In this study, we demonstrated the possibility of applying a complex hydrometallurgical process, which includes stages of sulfide leaching and ferric leaching, for copper and zinc extraction from substandard sulfide concentrates. This approach may be a promising method for processing complex copper concentrates that contain a high level of impurities that hinder their pyrometallurgical treatment. The proposed method can be used for further applied research to develop technologies that can be commercialized. Although the main advantage of the proposed method has been demonstrated (increased copper extraction rates), in order to develop the novel approach proposed, which includes the sequential use of ASL and ferric leaching, several issues need to be addressed in future studies:

• Leaching processes should be optimized for each sample of mineral raw material. Both ASL and ferric leaching stages require high temperatures and reagent consumption. Therefore, to avoid excessive reagent and energy consumption and process duration, trials are necessary for each sample of mineral raw materials.
• It is worth exploring the possibility of using alternative sources of ferric iron (for example, old flotation tailings) and/or the regeneration of ferric iron through chemical or biological oxidation, as these processes are accompanied by a high consumption of ferric sulfate.
• Further studies on the mechanisms of the interaction between ASL residues and ferric solutions are needed as harmful effects (copper concentration decreasing in the pregnant solutions) have been observed that impede copper extraction from pregnant solutions. These effects cannot be fully explained based on the current results.
• Kinetic studies are required to allow for the regulation of metal extraction. Also, the effect of different mineral ratios in the concentrates, as well as the ferric ion and mineral ratios, and the effect of the Eh should be studied in detail. Based on the results obtained, it was shown that several stages of ferric leaching can be used to maintain the required Fe³⁺ content in the leaching solution.
• The proposed method should be investigated for the treatment of other types of substandard concentrates that can be treated using ASL and ferric leaching. Examples include those containing enargite and tetrahedrite, as ASL can be successfully used to leach As and Sb from these minerals.

5. Conclusions

Based on the results of the present study and previous research on leaching processes, the following conclusions can be drawn:

• It has been shown that the application of a complex hydrometallurgical approach, which includes the stages of ASL and ferric leaching, is promising for the extraction of copper and zinc from substandard sulfide concentrates that contain chalcopyrite, tennantite, sphalerite, and pyrite.
• The proposed method is based on known mechanisms of ASL and ferric leaching.
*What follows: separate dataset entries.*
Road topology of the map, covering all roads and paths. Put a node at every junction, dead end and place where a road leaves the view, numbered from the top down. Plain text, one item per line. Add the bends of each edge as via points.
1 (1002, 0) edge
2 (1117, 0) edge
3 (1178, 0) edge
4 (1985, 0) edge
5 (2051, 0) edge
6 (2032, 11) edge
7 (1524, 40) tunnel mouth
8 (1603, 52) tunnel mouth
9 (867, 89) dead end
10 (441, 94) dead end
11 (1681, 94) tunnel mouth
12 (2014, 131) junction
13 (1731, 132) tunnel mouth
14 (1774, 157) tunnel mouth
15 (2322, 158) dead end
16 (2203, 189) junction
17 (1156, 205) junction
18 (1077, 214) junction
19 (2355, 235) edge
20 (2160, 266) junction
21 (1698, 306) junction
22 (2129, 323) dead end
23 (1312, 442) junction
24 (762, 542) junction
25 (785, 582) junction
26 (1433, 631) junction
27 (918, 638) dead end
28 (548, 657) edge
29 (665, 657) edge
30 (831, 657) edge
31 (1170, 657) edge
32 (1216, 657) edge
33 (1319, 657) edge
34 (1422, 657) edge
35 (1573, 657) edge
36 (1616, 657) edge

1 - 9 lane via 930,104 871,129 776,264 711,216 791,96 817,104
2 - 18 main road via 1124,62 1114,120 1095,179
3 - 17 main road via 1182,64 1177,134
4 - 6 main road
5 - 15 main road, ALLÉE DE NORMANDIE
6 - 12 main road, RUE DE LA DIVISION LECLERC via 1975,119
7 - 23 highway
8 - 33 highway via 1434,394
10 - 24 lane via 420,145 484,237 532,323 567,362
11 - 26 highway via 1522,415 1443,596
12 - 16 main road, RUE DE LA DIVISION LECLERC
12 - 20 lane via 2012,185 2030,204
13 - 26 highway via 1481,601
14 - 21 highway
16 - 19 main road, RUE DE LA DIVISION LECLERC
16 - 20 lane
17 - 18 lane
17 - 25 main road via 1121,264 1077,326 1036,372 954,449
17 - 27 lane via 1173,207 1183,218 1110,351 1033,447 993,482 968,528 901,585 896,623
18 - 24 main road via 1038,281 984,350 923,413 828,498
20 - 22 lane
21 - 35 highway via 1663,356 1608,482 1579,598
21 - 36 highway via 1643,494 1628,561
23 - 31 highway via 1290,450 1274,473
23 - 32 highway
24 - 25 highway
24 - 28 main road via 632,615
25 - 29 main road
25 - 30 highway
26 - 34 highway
ASL treatment leads to the destruction of tennantite and As removal, while ferric leaching is a type of oxidative acid leaching, which provides fast copper and zinc extraction.
• The novelty of the present study lies in the development of a combined process based on existing techniques (ASL and ferric leaching) in order to improve their efficiency.
• ASL pretreatment significantly increased copper extraction by 1.5–3.4 times during the ferric leaching stage.